Because of a wide variety of products that customers carry, Xtra Lease this year increased floor ratings of its new vans to 24,000 pounds, up 4,000 to 8,000 pounds from previous specs. This is done by using minimum 10-inch centers for crossmembers (versus 12 inches before) with 8-inch centers at the front and rear. The company keeps dry vans in long-haul service for 10 to 12 years, then in local cartage service for another two to five years. Some are retained beyond that for use as storage trailers.

Flats and reefers

For California service, new rules from the state's Air Resources Board for reefer diesels allow them to be used for eight years before they must be modified with diesel particulate filters. That in effect lops two years off a reefer trailer's service life, though second owners who don't operate in California could still use them. Xtra Lease has acquired enough new reefer trailers to handle needs there and throughout the country; all are spec'd the same.

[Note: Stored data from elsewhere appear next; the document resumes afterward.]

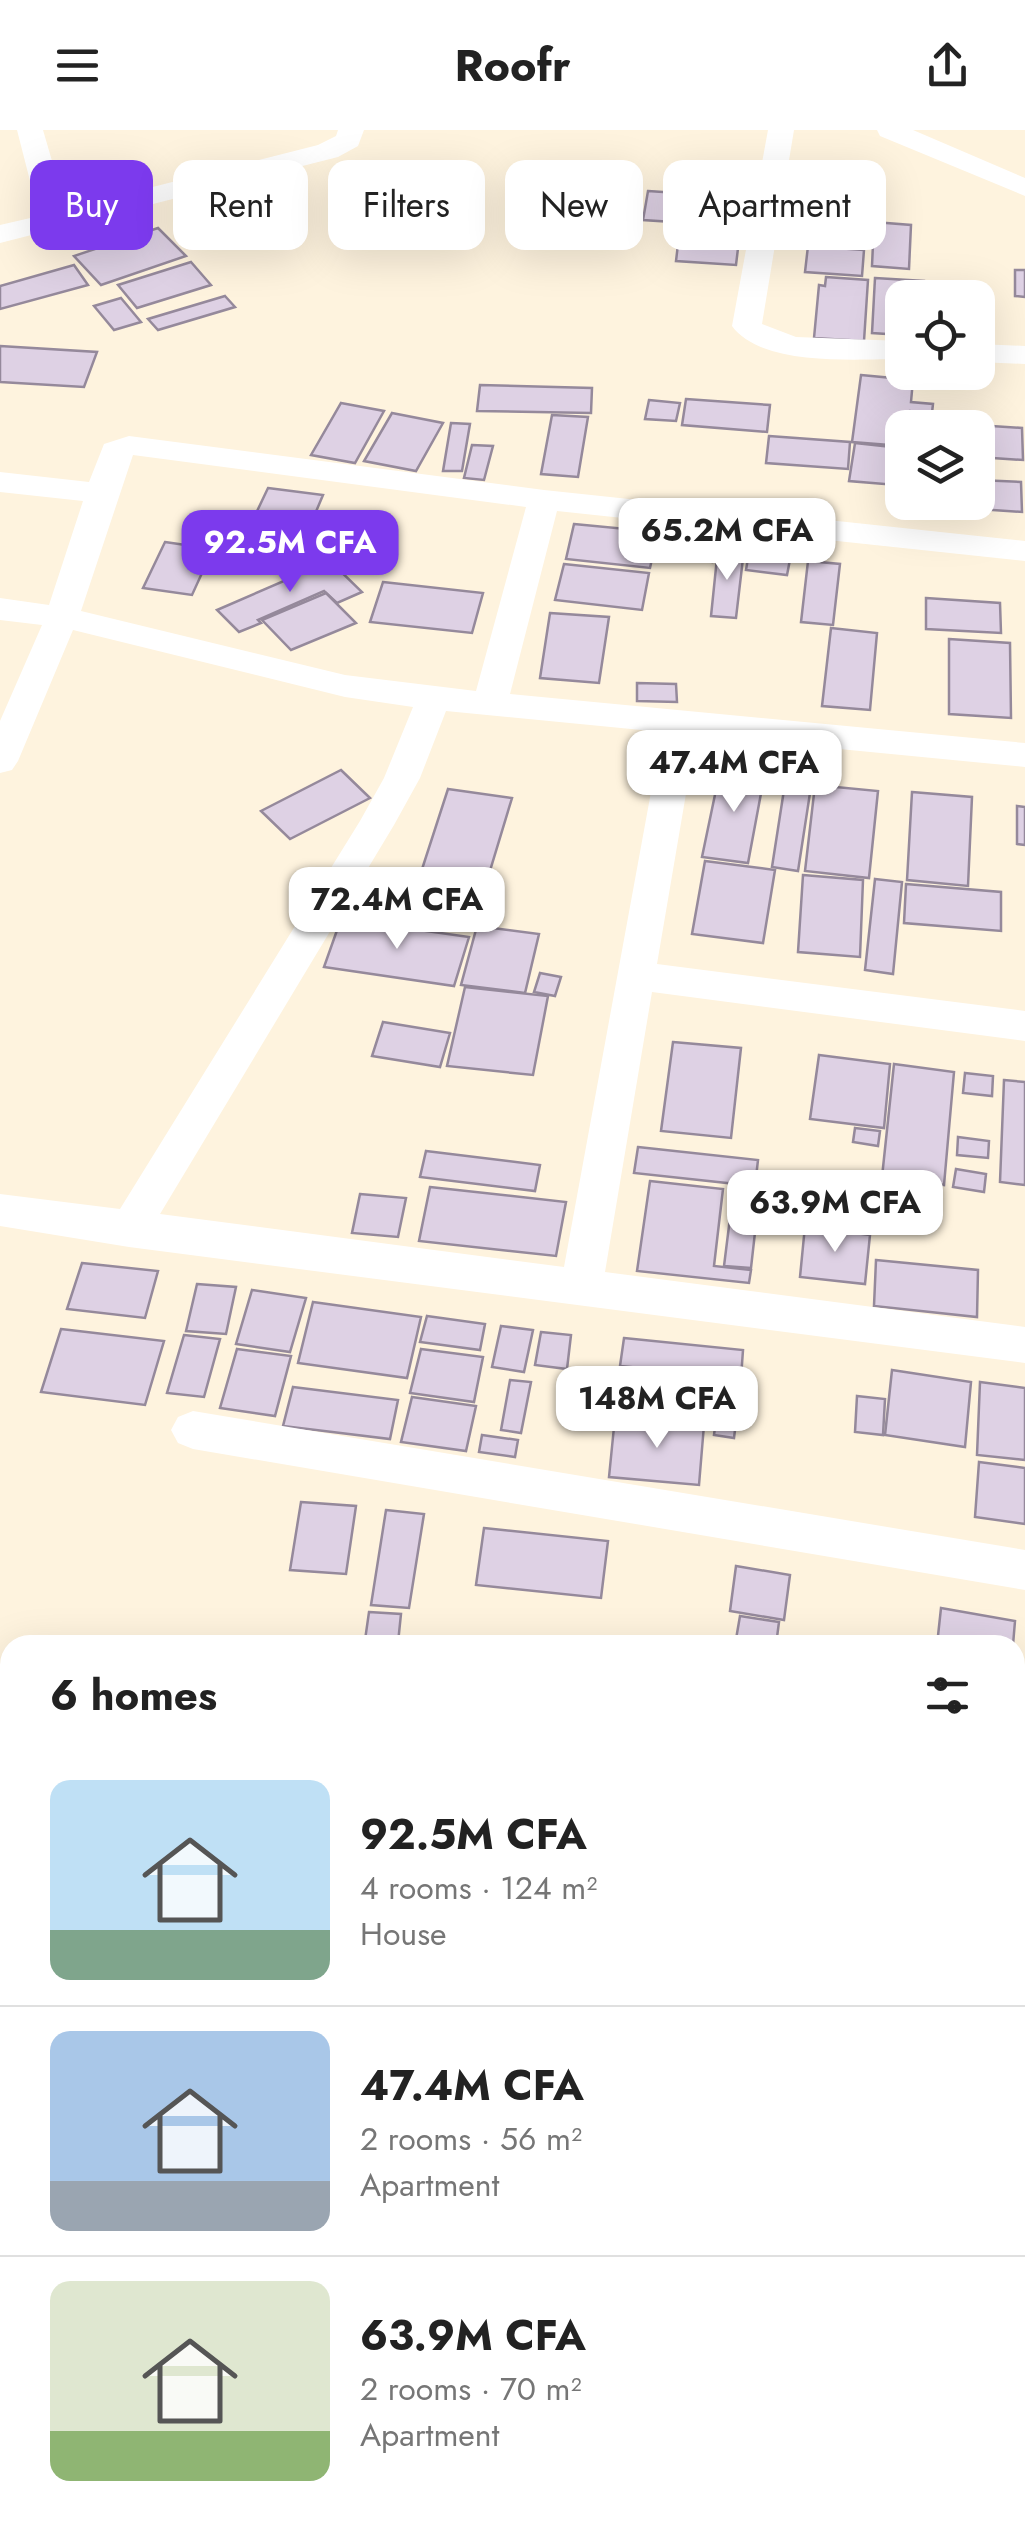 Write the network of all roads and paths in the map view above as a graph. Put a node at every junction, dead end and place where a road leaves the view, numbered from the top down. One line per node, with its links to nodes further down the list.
1 (30, 130): 5 (street)
2 (350, 130): 7 (street)
3 (781, 130): 10 (street)
4 (890, 130): 6 (street)
5 (38, 160)
6 (1025, 188)
7 (153, 196)
8 (30, 225): 9 (street)
9 (0, 234)
10 (885, 349)
11 (995, 354): 12 (street)
12 (1025, 355)
13 (0, 482): 14 (street)
14 (102, 493): 15 (street); 18 (street)
15 (544, 500): 16 (street); 20 (street)
16 (1025, 551)
17 (0, 609): 18 (street)
18 (62, 618): 19 (street); 23 (street)
19 (434, 698): 20 (street); 27 (street)
20 (490, 702): 21 (street)
21 (681, 720): 22 (street); 24 (street)
22 (1025, 755)
23 (0, 761)
24 (639, 976): 25 (street); 28 (street)
25 (1025, 1026)
26 (0, 1210): 27 (street)
27 (129, 1230): 28 (street)
28 (581, 1288): 29 (street)
29 (1025, 1345)
30 (193, 1430): 31 (street)
31 (1025, 1570)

The company runs 15 to 20 different types of flatbeds, Zaborowski says, from straight platforms to single- and double-drop extendables and lowboys. Many are steel, but an increasing number are "combo" steel and aluminum to cut weight. Xtra Lease does not have any all-aluminum flats because they are special items that are a minority in this segment, and they are expensive. As with other trailer types, suspensions are both air-ride and steel-spring, which it calls "spring-ride," to suit customers and cargoes.

Though Xtra's specifications say "sealed-beam" external lighting on all trailers, the company has gone to light-emitting diode fixtures with anti-theft grommets because the LEDs run cool and last so long. Sealed wiring harnesses are also used to minimize electrical problems.

A major problem has been corrosion from road salts, which damages paint, brakes and other parts of a trailer, Zaborowski says. Zinc-epoxy primer under painted surfaces and galvanized steel for certain members at the rear of trailers are among the things that manufacturers have suggested to fight corrosion.

When a prospective buyer looks at a trailer, he or she wants to see that it's in good, serviceable condition. It's likely to be that way if it's regularly maintained according to manufacturers' recommendations, and Xtra Lease strives to do this, Zaborowski says.

Appearance also counts, so crews refurbish rusty steel surfaces by blasting them clean and repainting them. That way the new owner can buy the vehicle and put it right to work.

From the September 2009 issue of Heavy Duty Trucking.